Azure Managed Applications
アプリ一式をパッケージ化して顧客サブスクリプションへ配布し、権限方式に応じて発行者管理または顧客管理を選べる仕組み。AWS の Service Catalog 製品配布に近い立ち位置。
- ARM テンプレートとUI定義をまとめ、権限方式を選んで顧客環境へ配布する仕組み。
- 管理対象リソースグループを作り、権限方式に応じて発行者アクセスと顧客の拒否割り当てを選べる。
- 社内カタログ向けのサービスカタログ定義と、一般向けの Marketplace 公開の2つの提供形態がある。
解決する課題
- ソフトウェアベンダーが、自社アプリを顧客の Azure サブスクリプションへ配布しつつ、配布パッケージの知的財産と展開後の保守境界を管理したい
- 顧客に渡したあと設定を勝手に変更されて壊れるのを防ぎ、サポート可能な状態を保ちたい
- 社内の標準アプリ(共通基盤・分析環境など)を、承認された構成として部門にセルフサービスで払い出したい
- 単なる ARM テンプレート配布では、展開後の運用・更新・課金を発行者側で握れない
- 顧客環境に置いたリソースを、発行者が一定の権限で保守しつつ、顧客の請求は顧客側で発生させたい
主要概念と用語
- マネージドアプリケーション(Managed Application): ARM テンプレートと UI 定義をパッケージ化し、顧客環境へ 1 つの管理単位としてデプロイされるアプリ。権限方式に応じて発行者管理または顧客管理を選べる
- 管理対象リソースグループ(managed resource group): アプリの実体リソースが配置される、顧客サブスクリプション内の隔離されたリソースグループ。
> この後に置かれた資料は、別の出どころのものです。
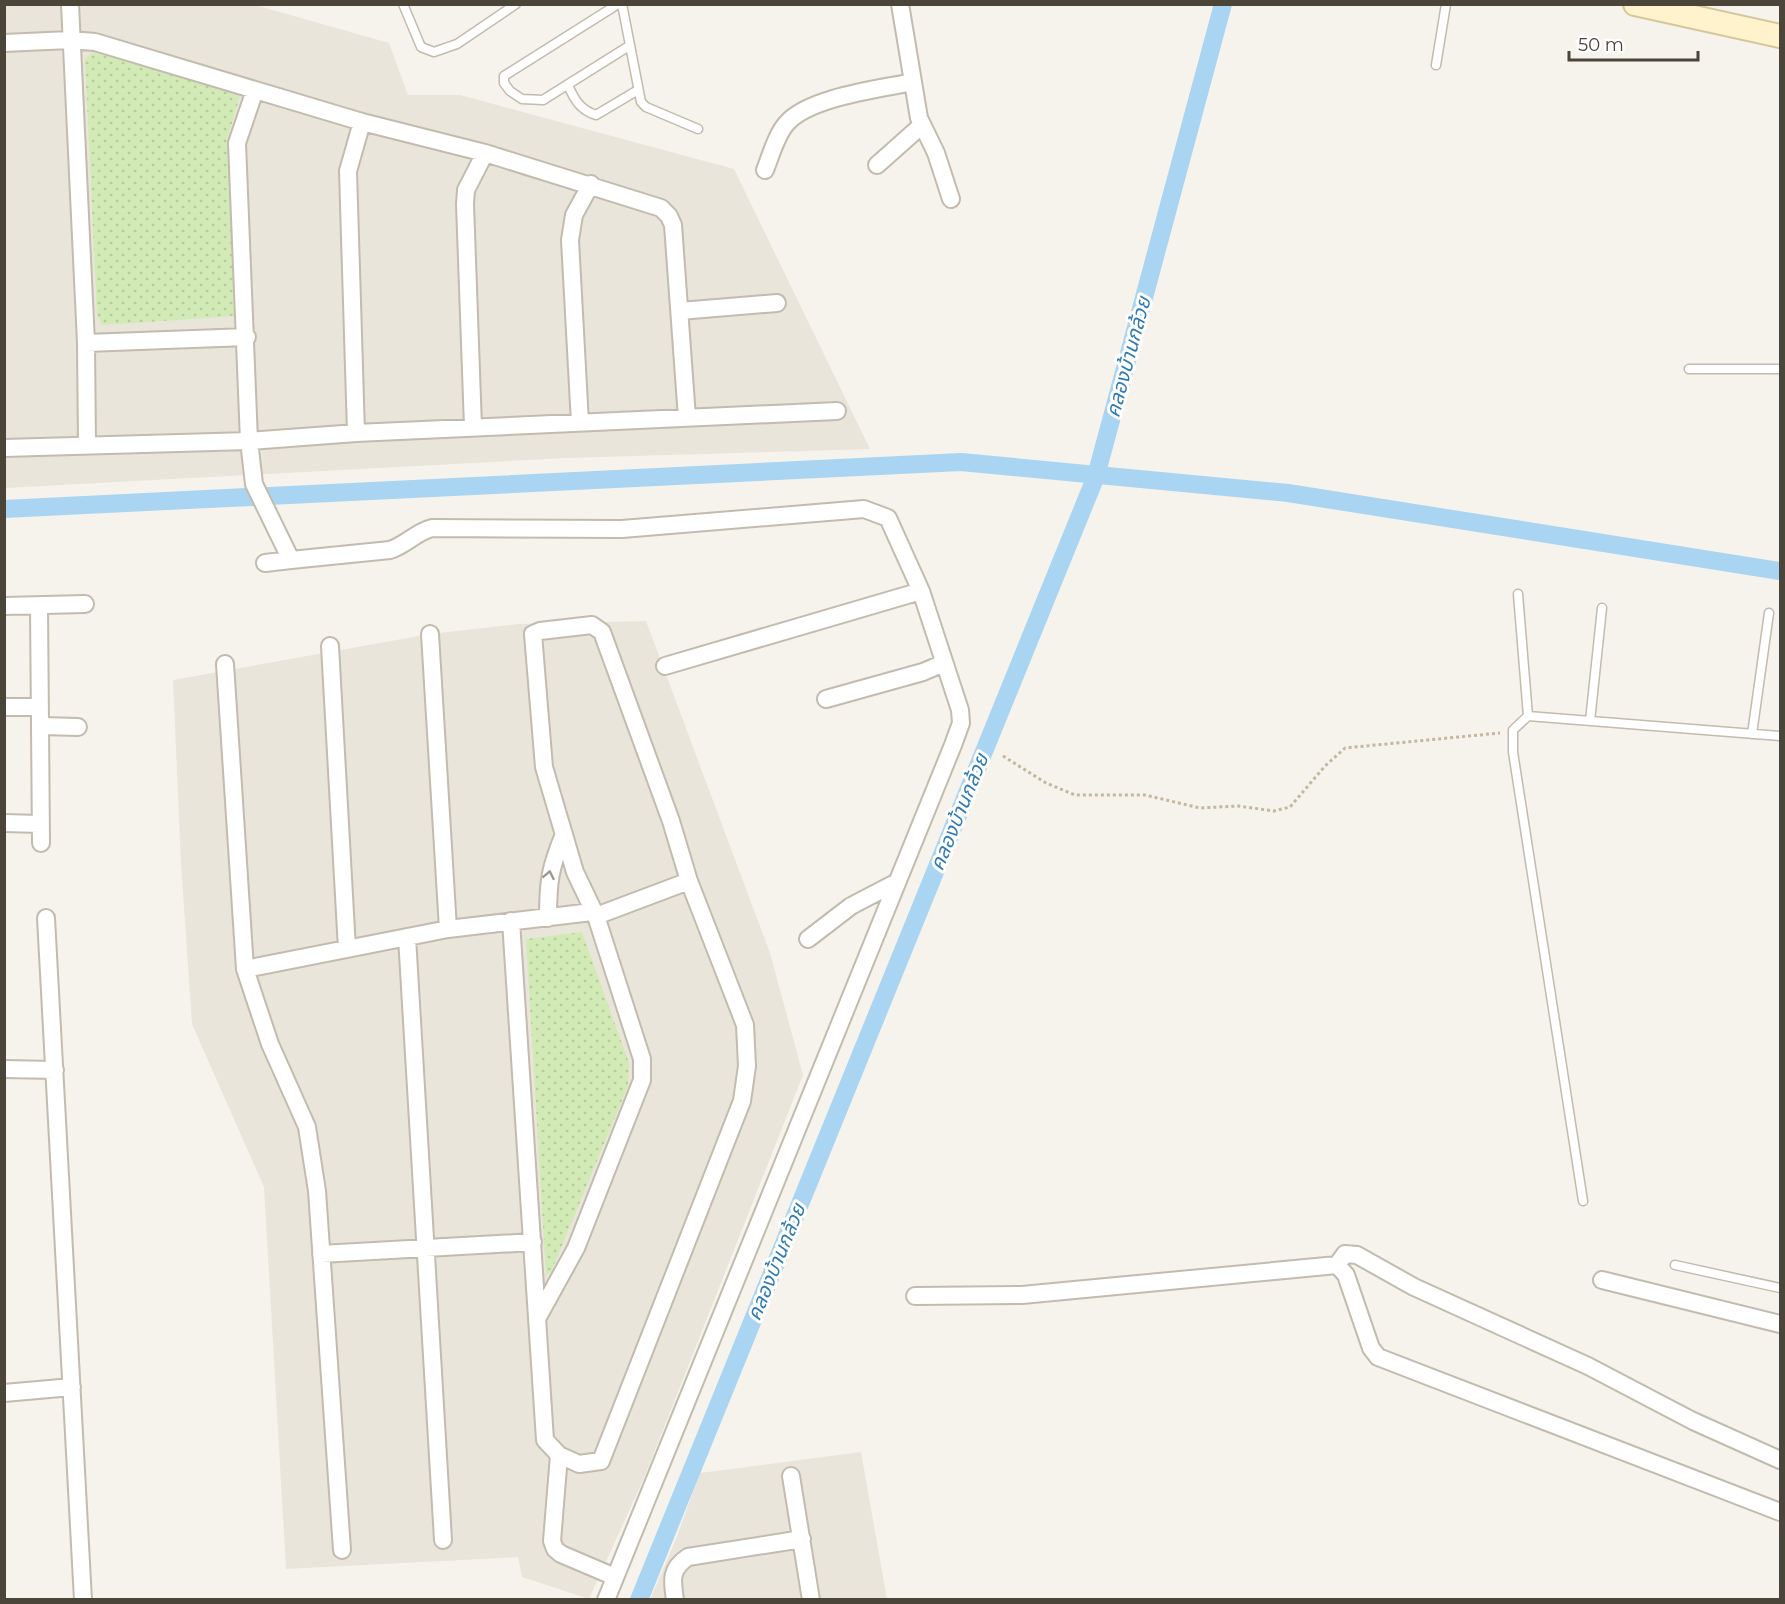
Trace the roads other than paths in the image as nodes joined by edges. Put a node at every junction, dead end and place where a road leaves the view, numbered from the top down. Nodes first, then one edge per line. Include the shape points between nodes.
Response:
1 (70, 4) edge
2 (404, 4) edge
3 (516, 4) edge
4 (620, 4) edge
5 (900, 4) edge
6 (1446, 4) edge
7 (1635, 4) edge
8 (1780, 36) edge
9 (70, 40) junction
10 (4, 43) edge
11 (629, 46) junction
12 (1436, 65) dead end
13 (913, 82) junction
14 (568, 85) junction
15 (255, 90) junction
16 (638, 90) junction
17 (362, 122) junction
18 (922, 125) junction
19 (698, 129) dead end
20 (485, 153) junction
21 (878, 165) dead end
22 (765, 170) dead end
23 (591, 184) junction
24 (951, 199) dead end
25 (777, 303) dead end
26 (680, 311) junction
27 (247, 337) junction
28 (86, 343) junction
29 (1689, 369) dead end
30 (1780, 369) edge
31 (837, 411) dead end
32 (687, 418) junction
33 (580, 423) junction
34 (473, 427) junction
35 (356, 433) junction
36 (249, 441) junction
37 (87, 445) junction
38 (4, 448) edge
39 (291, 560) junction
40 (265, 562) dead end
41 (921, 591) junction
42 (1518, 594) dead end
43 (85, 604) dead end
44 (4, 606) edge
45 (39, 606) junction
46 (1602, 608) dead end
47 (1770, 613) dead end
48 (430, 634) dead end
49 (330, 646) dead end
50 (944, 663) junction
51 (225, 664) dead end
52 (665, 666) dead end
53 (826, 699) dead end
54 (4, 707) edge
55 (40, 707) junction
56 (1528, 716) junction
57 (1590, 721) junction
58 (42, 726) junction
59 (78, 727) dead end
60 (1752, 734) junction
61 (1780, 736) edge
62 (4, 823) edge
63 (40, 824) junction
64 (564, 834) junction
65 (41, 843) dead end
66 (689, 881) junction
67 (897, 882) junction
68 (594, 914) junction
69 (46, 918) dead end
70 (548, 918) junction
71 (511, 921) junction
72 (448, 929) junction
73 (408, 937) junction
74 (808, 939) dead end
75 (347, 949) junction
76 (245, 969) junction
77 (4, 1068) edge
78 (55, 1070) junction
79 (1583, 1201) dead end
80 (533, 1242) junction
81 (425, 1247) junction
82 (321, 1254) junction
83 (1337, 1265) junction
84 (1675, 1266) dead end
85 (1602, 1280) dead end
86 (1780, 1288) edge
87 (915, 1296) dead end
88 (538, 1317) junction
89 (1780, 1324) edge
90 (72, 1387) junction
91 (4, 1393) edge
92 (559, 1455) junction
93 (1780, 1460) edge
94 (791, 1476) dead end
95 (1780, 1512) edge
96 (802, 1539) junction
97 (443, 1540) dead end
98 (342, 1550) dead end
99 (615, 1576) junction
100 (83, 1599) edge
101 (606, 1599) edge
102 (675, 1599) edge
103 (811, 1599) edge

1 - 9 street
2 - 3 lane via 421,47 434,52 457,44
4 - 11 lane
4 - 14 lane via 504,76 510,92 522,99 543,100
5 - 13 street
6 - 12 lane
7 - 8 main road
9 - 10 street
9 - 15 street via 95,42
9 - 28 street
11 - 14 lane
11 - 16 lane
13 - 18 street
13 - 22 street via 823,102 794,116 778,136
14 - 16 lane via 575,102 596,115
15 - 17 street
15 - 27 street via 237,144
16 - 19 lane via 646,107
17 - 20 street
17 - 35 street via 348,171
18 - 21 street
18 - 24 street
20 - 23 street
20 - 34 street via 466,190 465,204
23 - 26 street via 661,208 669,216
23 - 33 street via 574,215 570,240
25 - 26 street
26 - 32 street
27 - 28 street
27 - 36 street
28 - 37 street
29 - 30 lane
31 - 32 street
32 - 33 street
33 - 34 street
34 - 35 street
35 - 36 street
36 - 37 street
36 - 39 street via 254,484
37 - 38 street
39 - 40 street
39 - 41 street via 390,550 432,528 622,529 864,509 888,518
41 - 50 street
41 - 52 street
42 - 56 lane
43 - 45 street
44 - 45 street
45 - 55 street
46 - 57 lane
47 - 60 lane
48 - 72 street
49 - 75 street
50 - 53 street
50 - 67 street via 961,723
51 - 76 street
54 - 55 street
55 - 58 street
56 - 57 lane
56 - 79 lane via 1513,730 1513,752
57 - 60 lane
58 - 59 street
58 - 63 street
60 - 61 lane
62 - 63 street
63 - 65 street
64 - 66 street via 544,767 532,638 540,630 592,626 602,632 634,715
64 - 68 street via 575,872
70 -> 64 street via 547,886
66 - 68 street
66 - 92 street via 745,1025 747,1066 742,1101 601,1461 579,1464
67 - 74 street via 850,906
67 - 99 street
68 - 70 street
68 - 88 street via 642,1059 642,1080 576,1248
69 - 78 street
70 - 71 street
71 - 72 street
71 - 80 street
72 - 73 street
73 - 75 street
73 - 81 street
75 - 76 street
76 - 82 street via 270,1044 307,1127
77 - 78 street
78 - 90 street
80 - 81 street
80 - 88 street
81 - 82 street
81 - 97 street
82 - 98 street
83 - 87 street via 1022,1295
83 - 93 street via 1345,1254 1357,1255 1414,1287
83 - 95 street via 1346,1275 1371,1348 1378,1357
84 - 86 lane
85 - 89 street
88 - 92 street via 546,1440
90 - 91 street
90 - 100 street
92 - 99 street via 552,1541 555,1549
94 - 96 street
96 - 102 street via 688,1557 676,1565 672,1576
96 - 103 street
99 - 101 street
発行者管理型では拒否割り当てにより顧客の直接操作を制限する
- サービスカタログ定義(service catalog): 自社の Entra ID テナント内で配布する形態。社内・特定顧客向けにカタログとして公開する
- Marketplace 形態: Azure Marketplace を通じて一般のテナントへ公開する形態。商用配布に使う
- createUiDefinition.json: デプロイ時に顧客が入力するパラメータのポータル UI を定義するファイル。入力フォームの体裁を制御する
- mainTemplate.json: 実際に展開されるリソースを記述した ARM テンプレート本体
- deny assignment(拒否割り当て): 発行者管理型の権限シナリオで管理対象リソースグループへ設定し、顧客側の直接操作を制限する仕組み。発行者の管理アクセスと拒否割り当てを使わず、顧客管理に寄せる方式も選べる
- 発行者 / 消費者: アプリを提供する側(ベンダー・社内プラットフォーム)と、自サブスクリプションに展開して使う側
発行者が保守を担う場合は、管理対象リソースグループに拒否割り当てを設定し、承認で発行者の管理権限を渡します。顧客が保守する場合は発行者アクセスと拒否割り当てを使わない方式を選びます。どちらが障害対応・変更・監査を担うかを先に決めてください。
仕様・制限・クォータ
- 提供形態は サービスカタログ(自テナント内配布)と Azure Marketplace(一般公開)の 2 種類。前者は社内カタログ、後者は商用配布向け
- 各マネージドアプリには 管理対象リソースグループが 1 つ対応し、アプリ削除時にはその中のリソースもまとめて削除される
- 発行者管理型では管理対象リソースグループに deny assignment を設定し、顧客による変更・削除を制限する。顧客管理型では拒否割り当てを使わない方式も選べる
- 権限シナリオは、発行者管理、発行者と顧客の共同管理、発行者アクセスを渡さず顧客操作を拒否するロックモード、拒否も発行者アクセスも使わない顧客管理の 4 方式。保守責任に合わせて選ぶ
- 発行者に管理を委ねる場合は、アクセス権を 承認(authorizations)として定義し、原則 Entra ID グループ + 必要なロールの組で最小権限に絞る
- パッケージは mainTemplate.json と createUiDefinition.json を含む .zip として登録する。テンプレートの記法・サイズ制限は通常の ARM デプロイに準じる
- マネージドアプリ自体に追加課金はなく、展開されたリソースの利用料は顧客サブスクリプションで発生する(Marketplace 商用オファーでは別途ライセンス課金を設定可能)
内部の仕組み
横にスクロール
マネージドアプリは、mainTemplate.json(リソース定義)と createUiDefinition.json(入力 UI)を束ねたパッケージとして定義します。顧客がこれをデプロイすると、Azure は顧客サブスクリプション内に 管理対象リソースグループを作り、テンプレートの実体リソースをそこへ配置します。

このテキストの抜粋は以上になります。